• [What you will do] The copy has to match the data exactly and leave out every picture.

• [Task material]
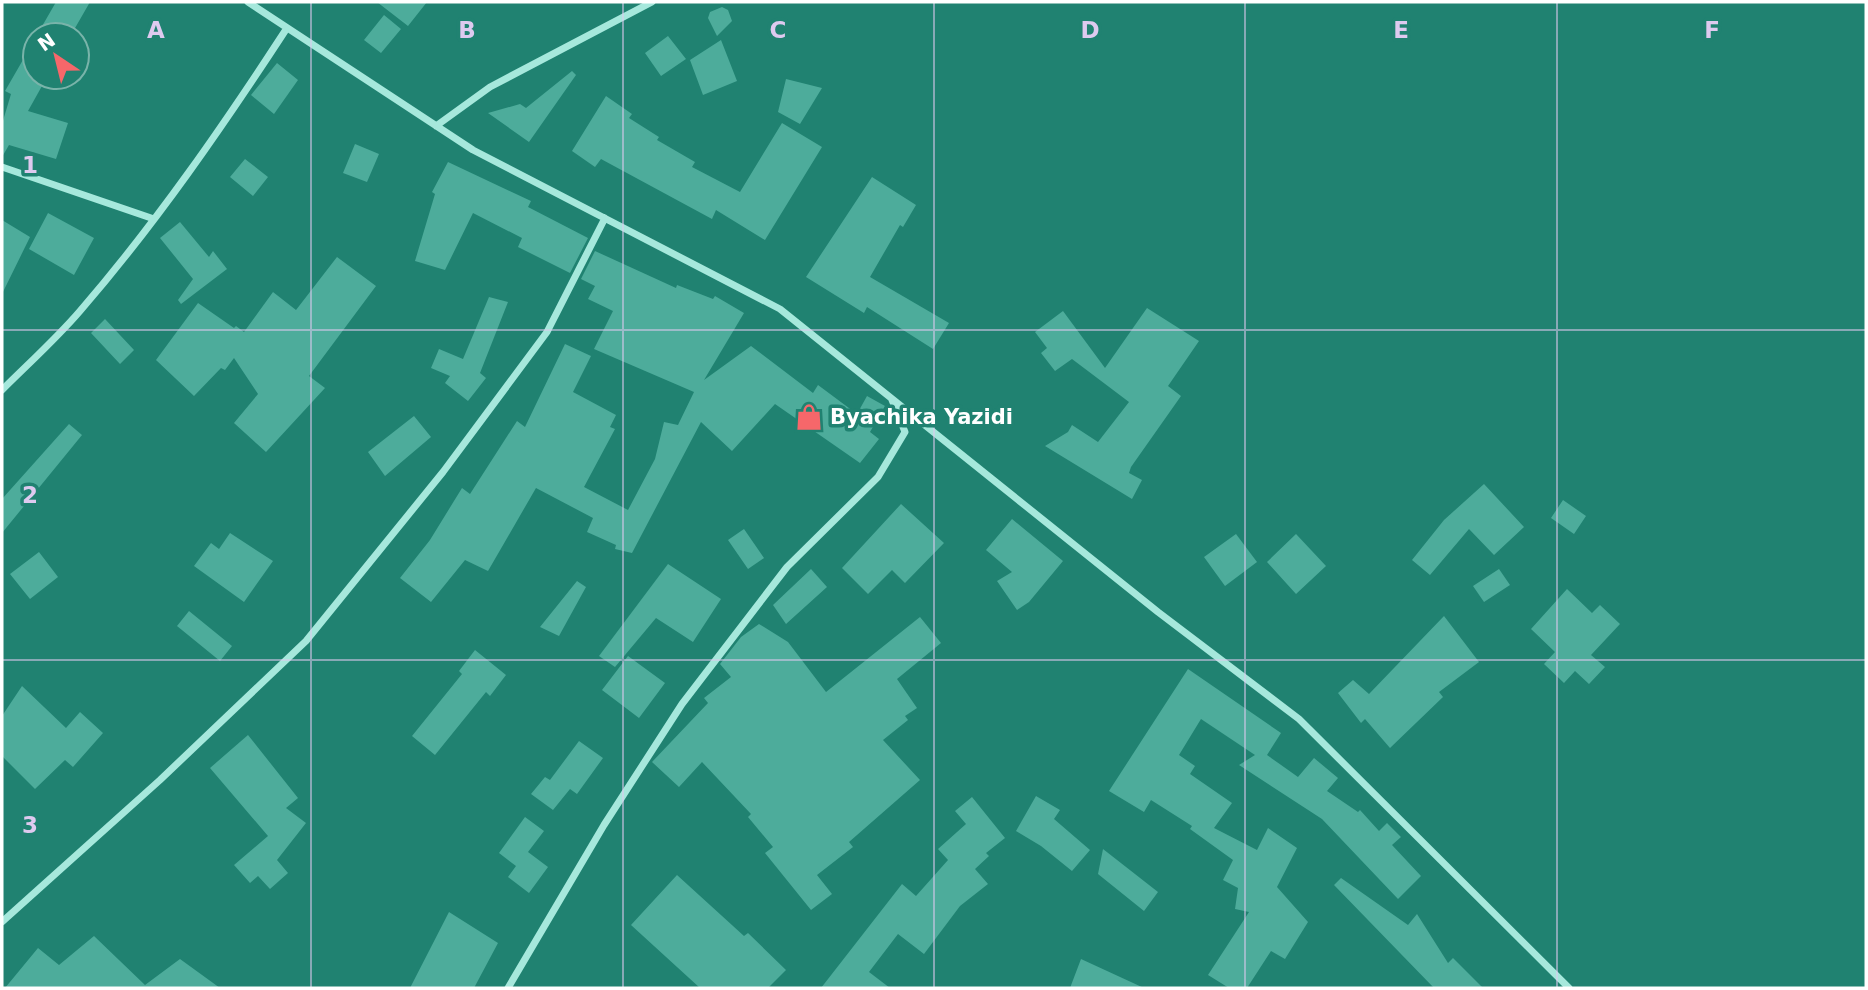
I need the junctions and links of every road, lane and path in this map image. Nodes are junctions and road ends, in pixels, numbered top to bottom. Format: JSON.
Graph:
{"nodes":[{"id":1,"x":248,"y":2,"type":"edge"},
{"id":2,"x":652,"y":2,"type":"edge"},
{"id":3,"x":287,"y":28,"type":"junction"},
{"id":4,"x":436,"y":126,"type":"junction"},
{"id":5,"x":2,"y":167,"type":"edge"},
{"id":6,"x":605,"y":218,"type":"junction"},
{"id":7,"x":154,"y":219,"type":"junction"},
{"id":8,"x":2,"y":390,"type":"edge"},
{"id":9,"x":890,"y":396,"type":"junction"},
{"id":10,"x":2,"y":922,"type":"edge"},
{"id":11,"x":508,"y":988,"type":"edge"},
{"id":12,"x":1569,"y":988,"type":"edge"}],
"edges":[{"from":1,"to":3,"type":"street"},
{"from":2,"to":4,"type":"street"},
{"from":3,"to":4,"type":"street"},
{"from":3,"to":7,"type":"street"},
{"from":4,"to":6,"type":"street"},
{"from":5,"to":7,"type":"street"},
{"from":6,"to":9,"type":"street"},
{"from":6,"to":10,"type":"street"},
{"from":7,"to":8,"type":"street"},
{"from":9,"to":11,"type":"street"},
{"from":9,"to":12,"type":"street"}]}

• [Worked solution]
I need the junctions and links of every road, lane and path in this map image. Nodes are junctions and road ends, in pixels, numbered top to bottom. Format: JSON.
Graph:
{"nodes":[{"id":1,"x":248,"y":2,"type":"edge"},
{"id":2,"x":652,"y":2,"type":"edge"},
{"id":3,"x":287,"y":28,"type":"junction"},
{"id":4,"x":436,"y":126,"type":"junction"},
{"id":5,"x":2,"y":167,"type":"edge"},
{"id":6,"x":605,"y":218,"type":"junction"},
{"id":7,"x":154,"y":219,"type":"junction"},
{"id":8,"x":2,"y":390,"type":"edge"},
{"id":9,"x":890,"y":396,"type":"junction"},
{"id":10,"x":2,"y":922,"type":"edge"},
{"id":11,"x":508,"y":988,"type":"edge"},
{"id":12,"x":1569,"y":988,"type":"edge"}],
"edges":[{"from":1,"to":3,"type":"street"},
{"from":2,"to":4,"type":"street"},
{"from":3,"to":4,"type":"street"},
{"from":3,"to":7,"type":"street"},
{"from":4,"to":6,"type":"street"},
{"from":5,"to":7,"type":"street"},
{"from":6,"to":9,"type":"street"},
{"from":6,"to":10,"type":"street"},
{"from":7,"to":8,"type":"street"},
{"from":9,"to":11,"type":"street"},
{"from":9,"to":12,"type":"street"}]}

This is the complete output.